Por lo general, quienes se lanzan al mar ya vienen de sobrevivir a una serie de degradaciones anteriores. Como llevan todo el dinero que tienen, son asaltados, incluso secuestrados. A veces los venden como esclavos, los encarcelan, los torturan. Suben a los barcos con sarna, viajan durante días con el olor a putrefacción de la muerte.

«Les quitan la dignidad. Imaginate huyendo y cuando llegas a un lugar, en vez de darte una palmada en la espalda, un abrazo o un cacho de pan te secuestran, te torturan o te violan. Yo a veces pienso: ‘¿Dónde mierda está el ser humano?, palmemos todos y que queden los animales, que son incapaces de hacer algo así'».

Las violaciones de mujeres son un tema aparte: «Rescatamos muchas mujeres embarazadas y muchas otras con bebés, prácticamente en todos los casos son producto de violaciones. Por eso muchas veces no tienen mucho apego a esos hijos, porque además las discriminan por haber sido violadas».

Así y todo, el problema que ahora enfrentan es que la Organización Marítima Internacional sostiene que Libia tiene medios y un puerto seguro. «O sea, quieren que, una vez que los rescatemos del mar, los llevemos de nuevo al lugar del que están huyendo. Por supuesto que no es un lugar seguro, es como si quisieras poner una guardería para bebés en tu casa, todos los cables están pelados y el ministerio de educación te dice ‘adelante, no hay problema'».

Fue en este contexto que sucedió el caso que más le ha afectado: «Vimos una lucecita en la noche, eran tres hermanos con una linterna que habían quedado a la deriva. El más chico, de 14 años, venía con una vía intravenosa y el palo que te dan en el hospital. Tenía leucemia, sus hermanos estaban tratando de sacarlo de Libia para que sobreviviera. Lo tratamos en la enfermería todo el viaje y los desembaracamos a salvo en Sicilia».

Un año después se enteró de la noticia por los medios: «Lo habían mandado de vuelta a Libia y había muerto. Ese día me derrumbé emocionalmente. Salí, me quedé solo y lloré. El jefe de misión salió conmigo, me abrazó, también lloró».

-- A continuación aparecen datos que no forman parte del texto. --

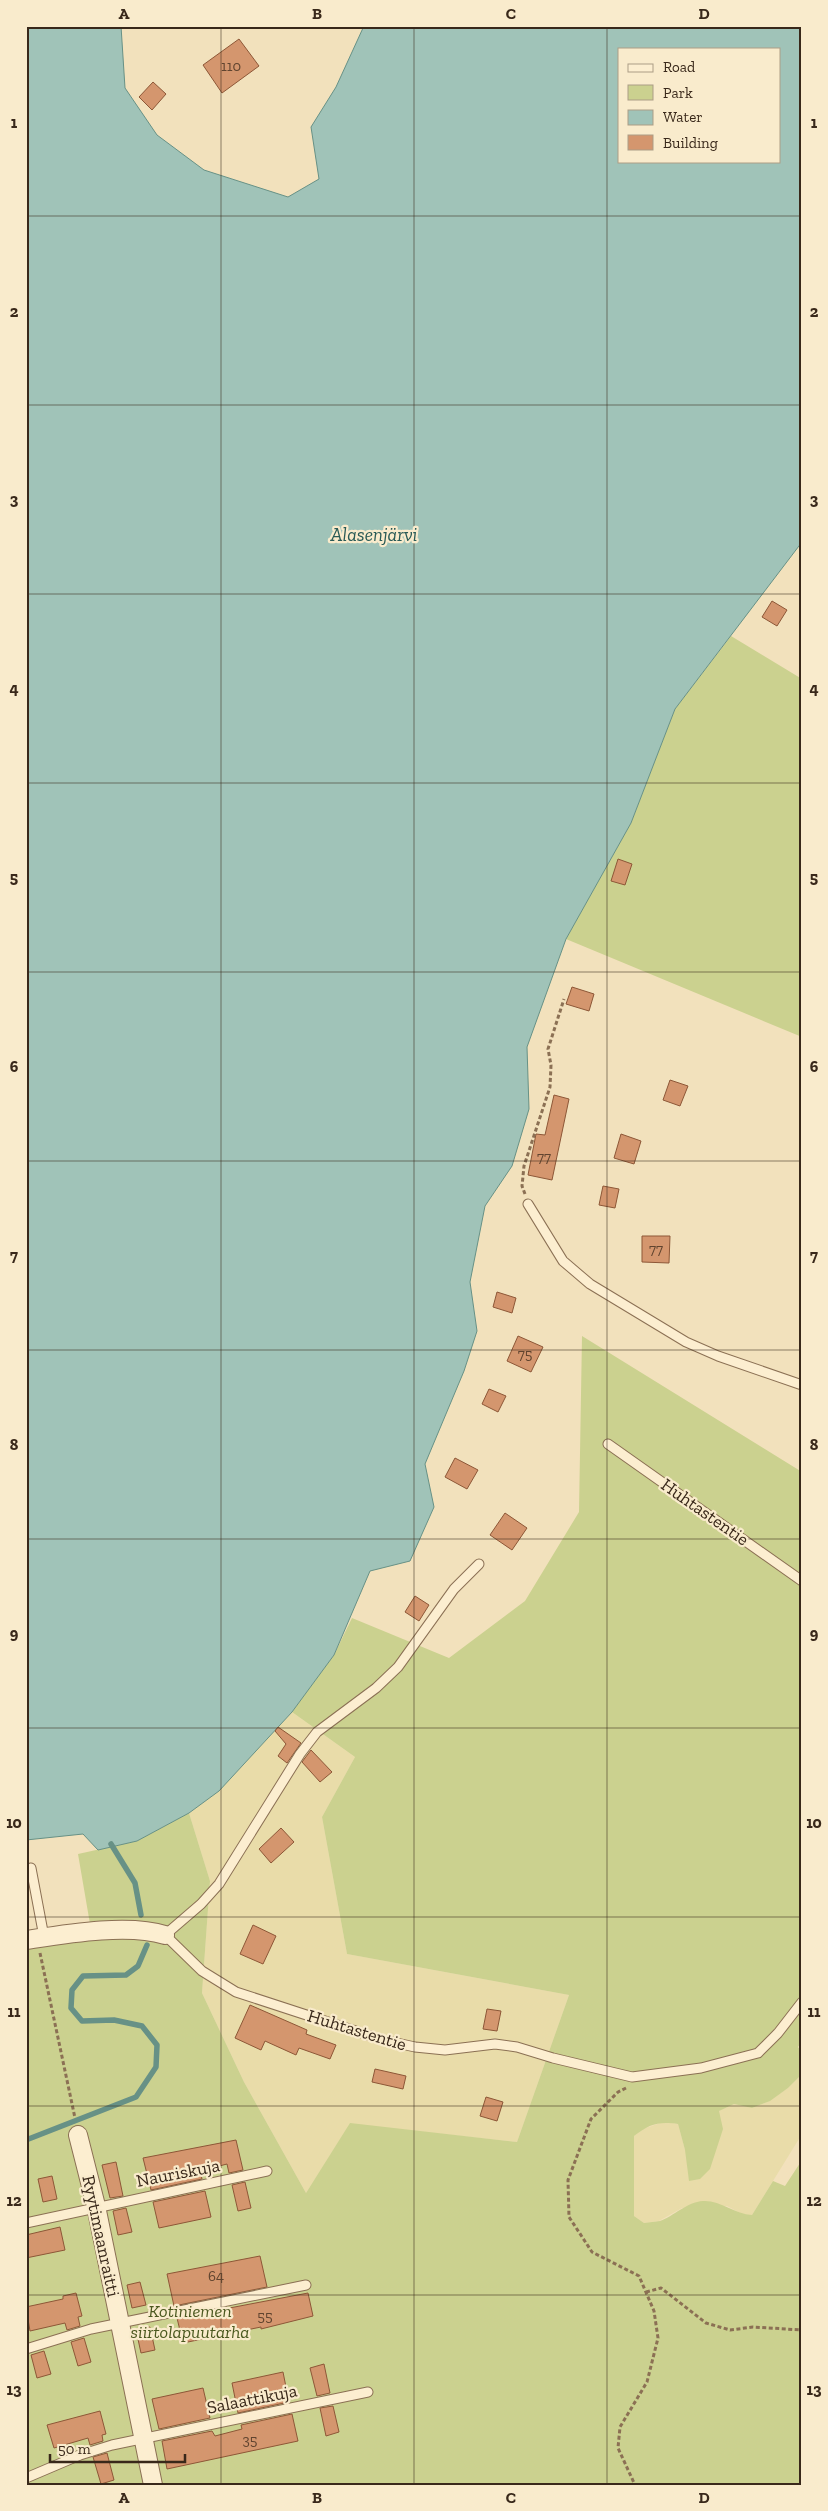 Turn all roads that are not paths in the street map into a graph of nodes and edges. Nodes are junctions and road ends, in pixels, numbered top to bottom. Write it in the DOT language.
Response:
graph roads {
  1 [pos="528,1204"];
  2 [pos="802,1385"];
  3 [pos="608,1444"];
  4 [pos="479,1564"];
  5 [pos="802,1581"];
  6 [pos="31,1868"];
  7 [pos="165,1935"];
  8 [pos="36,1938"];
  9 [pos="802,2002"];
  10 [pos="78,2135"];
  11 [pos="267,2171"];
  12 [pos="96,2206"];
  13 [pos="26,2223"];
  14 [pos="306,2285"];
  15 [pos="120,2323"];
  16 [pos="26,2349"];
  17 [pos="368,2392"];
  18 [pos="143,2438"];
  19 [pos="26,2478"];
  20 [pos="154,2485"];
  1 -- 2 [label="lane"];
  3 -- 5 [label="lane, Huhtastentie"];
  4 -- 7 [label="lane"];
  6 -- 8 [label="lane"];
  7 -- 8 [label="street"];
  7 -- 9 [label="lane, Huhtastentie"];
  10 -- 12 [label="street, Ryytimaanraitti"];
  11 -- 12 [label="lane, Nauriskuja"];
  12 -- 13 [label="lane, Nauriskuja"];
  12 -- 15 [label="street, Ryytimaanraitti"];
  14 -- 15 [label="lane"];
  15 -- 16 [label="lane"];
  15 -- 18 [label="street, Ryytimaanraitti"];
  17 -- 18 [label="lane, Salaattikuja"];
  18 -- 19 [label="lane, Salaattikuja"];
  18 -- 20 [label="street, Ryytimaanraitti"];
}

Se calcula que, sólo durante 2016, hubo unas 5.000 muertes en el mar. El lado B de la historia es que, en estos cuatro años, sólo esta ONG rescató con vida a casi 60.000 personas.

«Creo que me van cayendo las fichas a medida que vamos llegando a un puerto. Por mal que venga la gente, hay un momento en el que se van arriba y se ponen a cantar. Y rezan, y te agradecen, y ahí te baja la ficha de todo», se despide. «Muchas veces en Europa tampoco les espera un final feliz pero a mí me emociona porque estoy llegando a tierra firme con gente que podría haber muerto, con gente que hemos salvado, con gente a la que todavía le queda esperanza».